Determine how many lines below contain the word "Church", then write that number by itself.

Segment Open

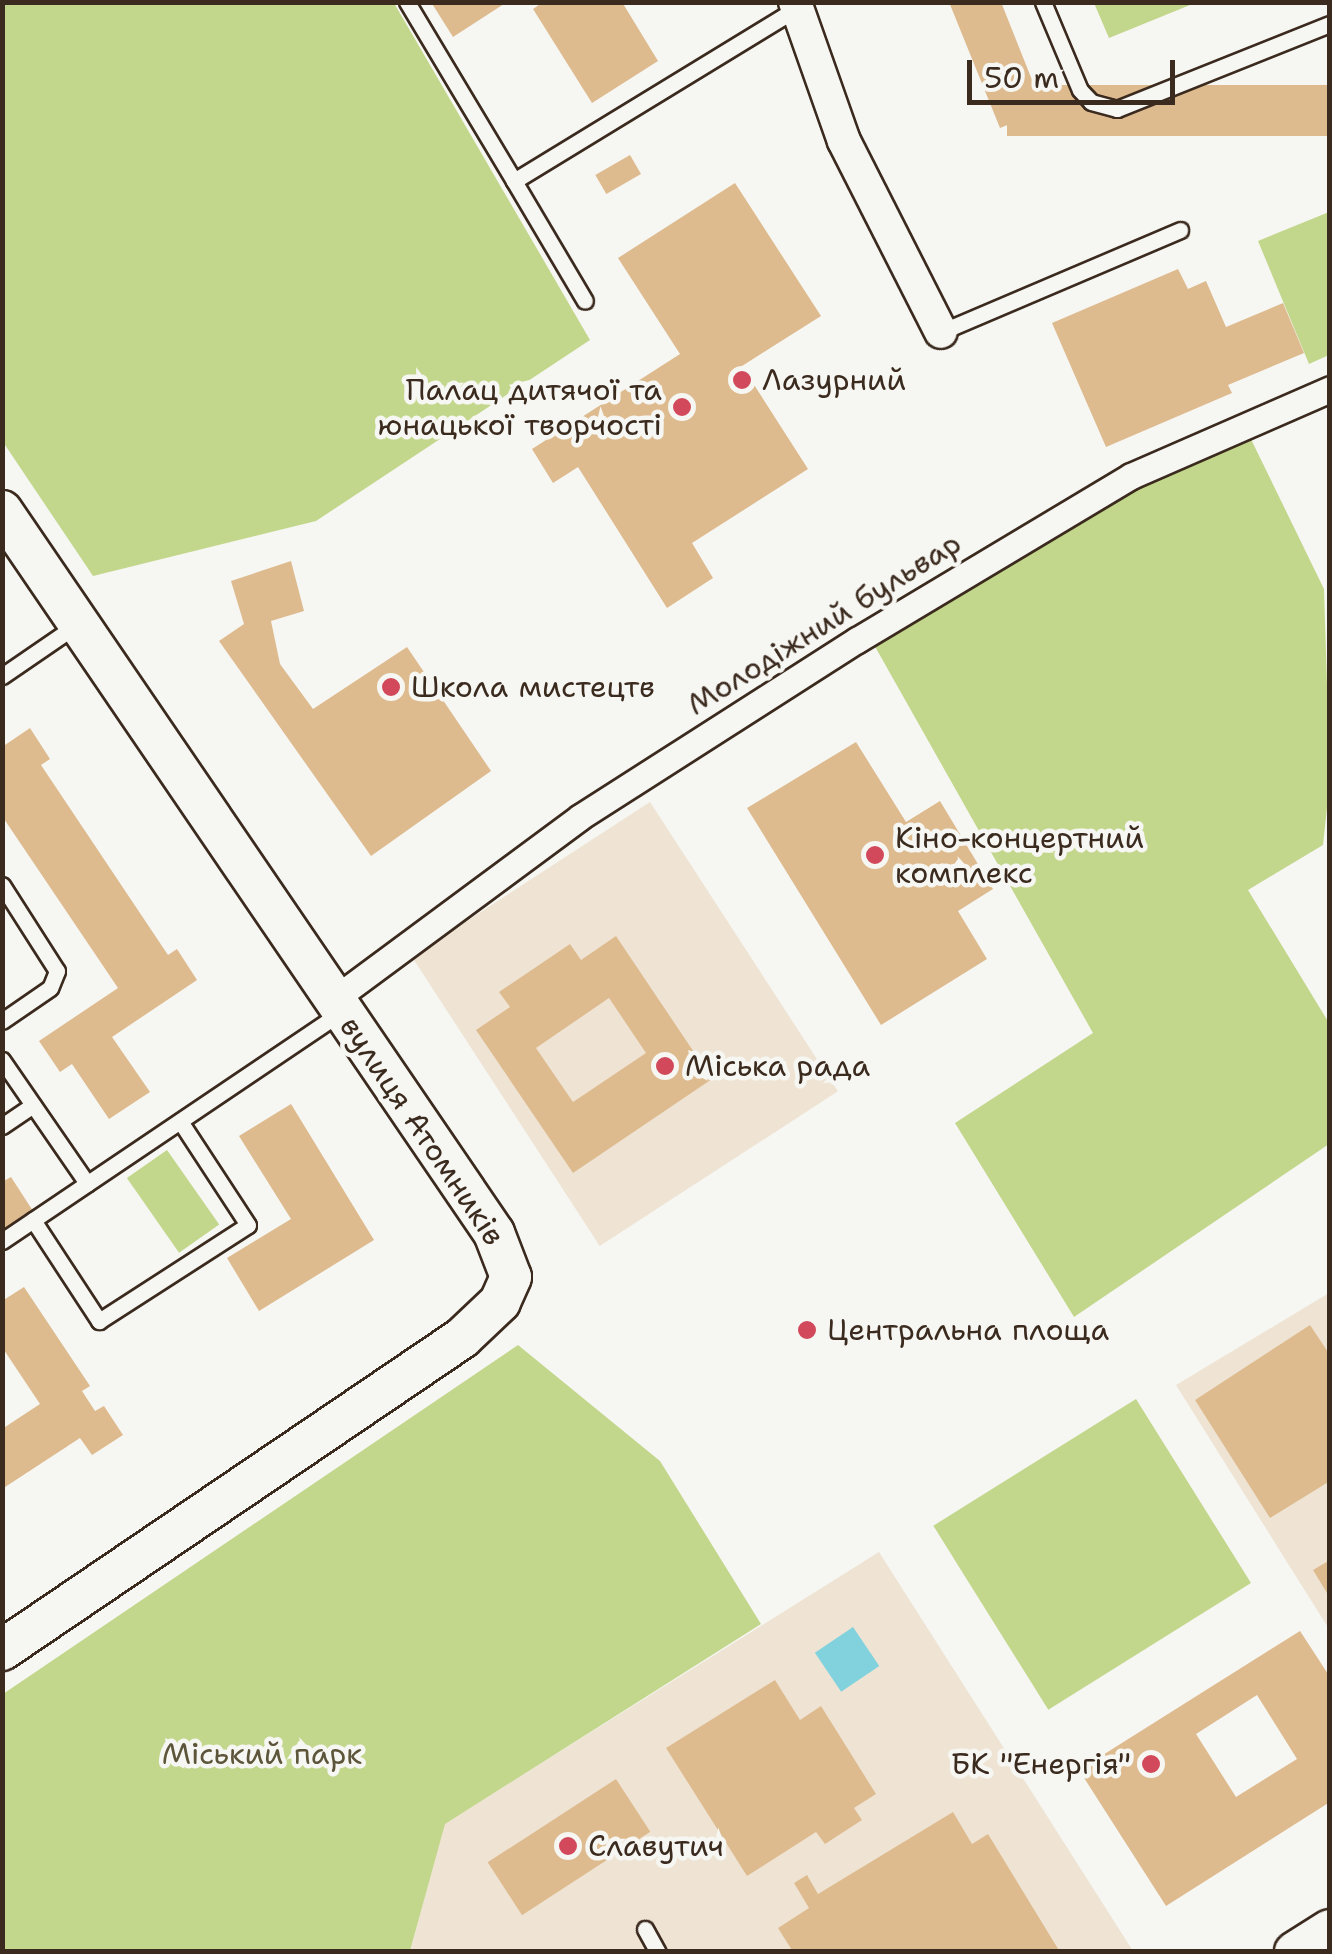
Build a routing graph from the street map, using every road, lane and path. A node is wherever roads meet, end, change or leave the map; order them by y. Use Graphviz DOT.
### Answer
graph roads {
  1 [pos="407,2"];
  2 [pos="1043,2"];
  3 [pos="796,6"];
  4 [pos="1330,24"];
  5 [pos="514,181"];
  6 [pos="1180,230"];
  7 [pos="585,301"];
  8 [pos="941,332"];
  9 [pos="1330,388"];
  10 [pos="2,511"];
  11 [pos="79,624"];
  12 [pos="2,676"];
  13 [pos="2,885"];
  14 [pos="337,1006"];
  15 [pos="2,1021"];
  16 [pos="2,1060"];
  17 [pos="33,1105"];
  18 [pos="180,1120"];
  19 [pos="2,1126"];
  20 [pos="86,1184"];
  21 [pos="33,1220"];
  22 [pos="2,1240"];
  23 [pos="2,1650"];
  24 [pos="644,1929"];
  25 [pos="1330,1930"];
  26 [pos="658,1952"];
  27 [pos="1295,1952"];
  1 -- 5 [label="lane"];
  2 -- 4 [label="lane"];
  3 -- 5 [label="lane"];
  3 -- 8 [label="street"];
  5 -- 7 [label="lane"];
  6 -- 8 [label="lane"];
  9 -- 14 [label="street, Молодіжний бульвар"];
  10 -- 11 [label="street, вулиця Атомників"];
  11 -- 12 [label="lane"];
  11 -- 14 [label="street, вулиця Атомників"];
  13 -- 15 [label="lane"];
  14 -- 18 [label="lane"];
  14 -- 23 [label="street, вулиця Атомників"];
  16 -- 17 [label="lane"];
  17 -- 19 [label="lane"];
  17 -- 20 [label="lane"];
  18 -- 20 [label="lane"];
  18 -- 21 [label="lane"];
  20 -- 21 [label="lane"];
  21 -- 22 [label="lane"];
  24 -- 26 [label="lane"];
  25 -- 27 [label="street"];
}
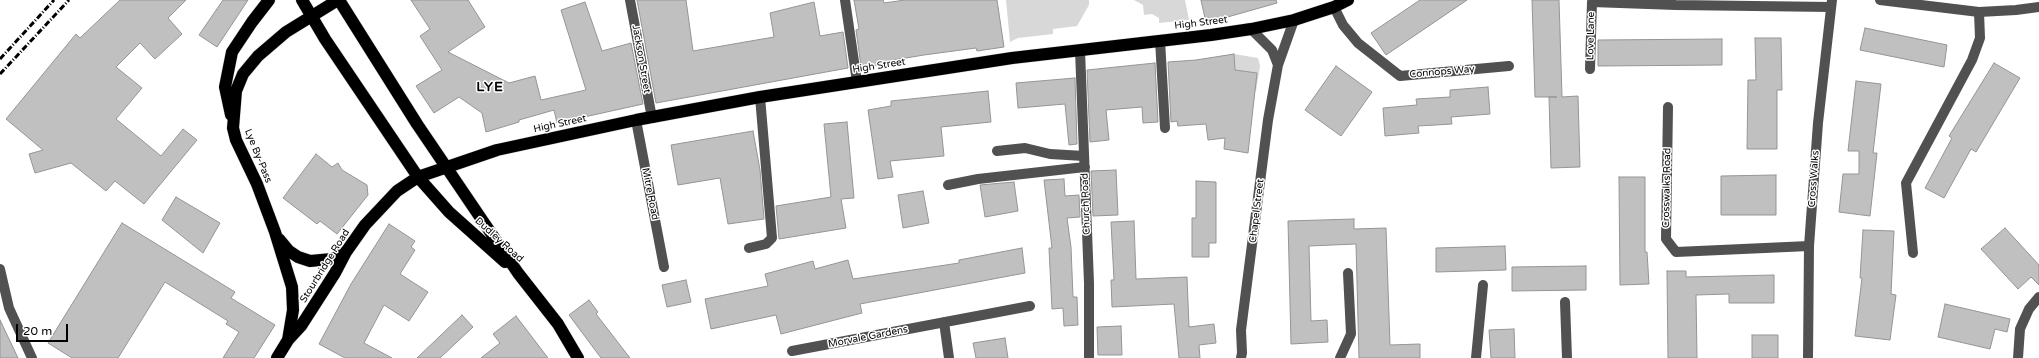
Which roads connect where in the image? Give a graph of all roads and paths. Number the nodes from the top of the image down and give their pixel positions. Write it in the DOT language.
graph roads {
  1 [pos="269,0"];
  2 [pos="302,0"];
  3 [pos="339,0"];
  4 [pos="630,0"];
  5 [pos="845,0"];
  6 [pos="1348,0"];
  7 [pos="1880,0"];
  8 [pos="1832,4"];
  9 [pos="1334,7"];
  10 [pos="2039,7"];
  11 [pos="1979,12"];
  12 [pos="311,17"];
  13 [pos="1294,20"];
  14 [pos="1251,29"];
  15 [pos="1160,40"];
  16 [pos="1080,50"];
  17 [pos="1278,65"];
  18 [pos="1509,66"];
  19 [pos="1590,69"];
  20 [pos="857,82"];
  21 [pos="760,97"];
  22 [pos="1668,107"];
  23 [pos="652,118"];
  24 [pos="636,120"];
  25 [pos="233,128"];
  26 [pos="1165,128"];
  27 [pos="997,151"];
  28 [pos="1084,156"];
  29 [pos="446,167"];
  30 [pos="1084,167"];
  31 [pos="418,177"];
  32 [pos="948,185"];
  33 [pos="275,232"];
  34 [pos="1809,246"];
  35 [pos="748,248"];
  36 [pos="346,252"];
  37 [pos="1913,253"];
  38 [pos="664,267"];
  39 [pos="0,269"];
  40 [pos="518,273"];
  41 [pos="1348,273"];
  42 [pos="1483,285"];
  43 [pos="2039,297"];
  44 [pos="1564,302"];
  45 [pos="1030,306"];
  46 [pos="944,322"];
  47 [pos="288,340"];
  48 [pos="792,351"];
  49 [pos="1245,356"];
  50 [pos="32,358"];
  51 [pos="277,358"];
  52 [pos="578,358"];
  53 [pos="949,358"];
  54 [pos="1089,358"];
  55 [pos="1340,358"];
  56 [pos="1476,358"];
  57 [pos="1567,358"];
  58 [pos="1808,358"];
  59 [pos="2018,358"];
  1 -- 25 [label="highway"];
  2 -- 12 [label="highway, Dudley Road"];
  3 -- 12 [label="highway, Lye By-Pass"];
  3 -- 29 [label="highway, Dudley Road"];
  4 -- 23 [label="street, Jackson Street"];
  5 -- 20 [label="street"];
  6 -- 9 [label="highway, High Street"];
  7 -- 11 [label="street"];
  8 -- 19 [label="street, Love Lane"];
  8 -- 34 [label="street, Cross Walks"];
  9 -- 13 [label="highway, High Street"];
  9 -- 18 [label="street, Connops Way"];
  10 -- 11 [label="street"];
  11 -- 37 [label="street"];
  12 -- 25 [label="highway, Lye By-Pass"];
  12 -- 31 [label="highway, Dudley Road"];
  13 -- 14 [label="highway, High Street"];
  13 -- 17 [label="street, Chapel Street"];
  14 -- 15 [label="highway, High Street"];
  14 -- 17 [label="street"];
  15 -- 16 [label="highway, High Street"];
  15 -- 26 [label="street"];
  16 -- 20 [label="highway, High Street"];
  16 -- 28 [label="street, Church Road"];
  17 -- 49 [label="street, Chapel Street"];
  20 -- 21 [label="highway, High Street"];
  21 -- 23 [label="highway, High Street"];
  21 -- 35 [label="street"];
  22 -- 34 [label="street, Crosswalks Road"];
  23 -- 24 [label="highway, High Street"];
  24 -- 29 [label="highway, High Street"];
  24 -- 38 [label="street, Mitre Road"];
  25 -- 33 [label="highway, Lye By-Pass"];
  27 -- 28 [label="street"];
  28 -- 30 [label="street, Church Road"];
  29 -- 31 [label="highway, High Street"];
  29 -- 40 [label="highway, Dudley Road"];
  30 -- 32 [label="street"];
  30 -- 54 [label="street, Church Road"];
  31 -- 36 [label="highway, Stourbridge Road"];
  31 -- 40 [label="highway, Dudley Road"];
  33 -- 36 [label="highway"];
  33 -- 47 [label="highway, Lye By-Pass"];
  34 -- 58 [label="street, Cross Walks"];
  36 -- 47 [label="highway, Stourbridge Road"];
  39 -- 50 [label="street"];
  40 -- 52 [label="highway"];
  41 -- 55 [label="street"];
  42 -- 56 [label="street"];
  43 -- 59 [label="street"];
  44 -- 57 [label="street"];
  45 -- 46 [label="street, Morvale Gardens"];
  46 -- 48 [label="street, Morvale Gardens"];
  46 -- 53 [label="street"];
  47 -- 51 [label="highway, Stourbridge Road"];
}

Segment Closed

YOUR SOLUTION ▸
3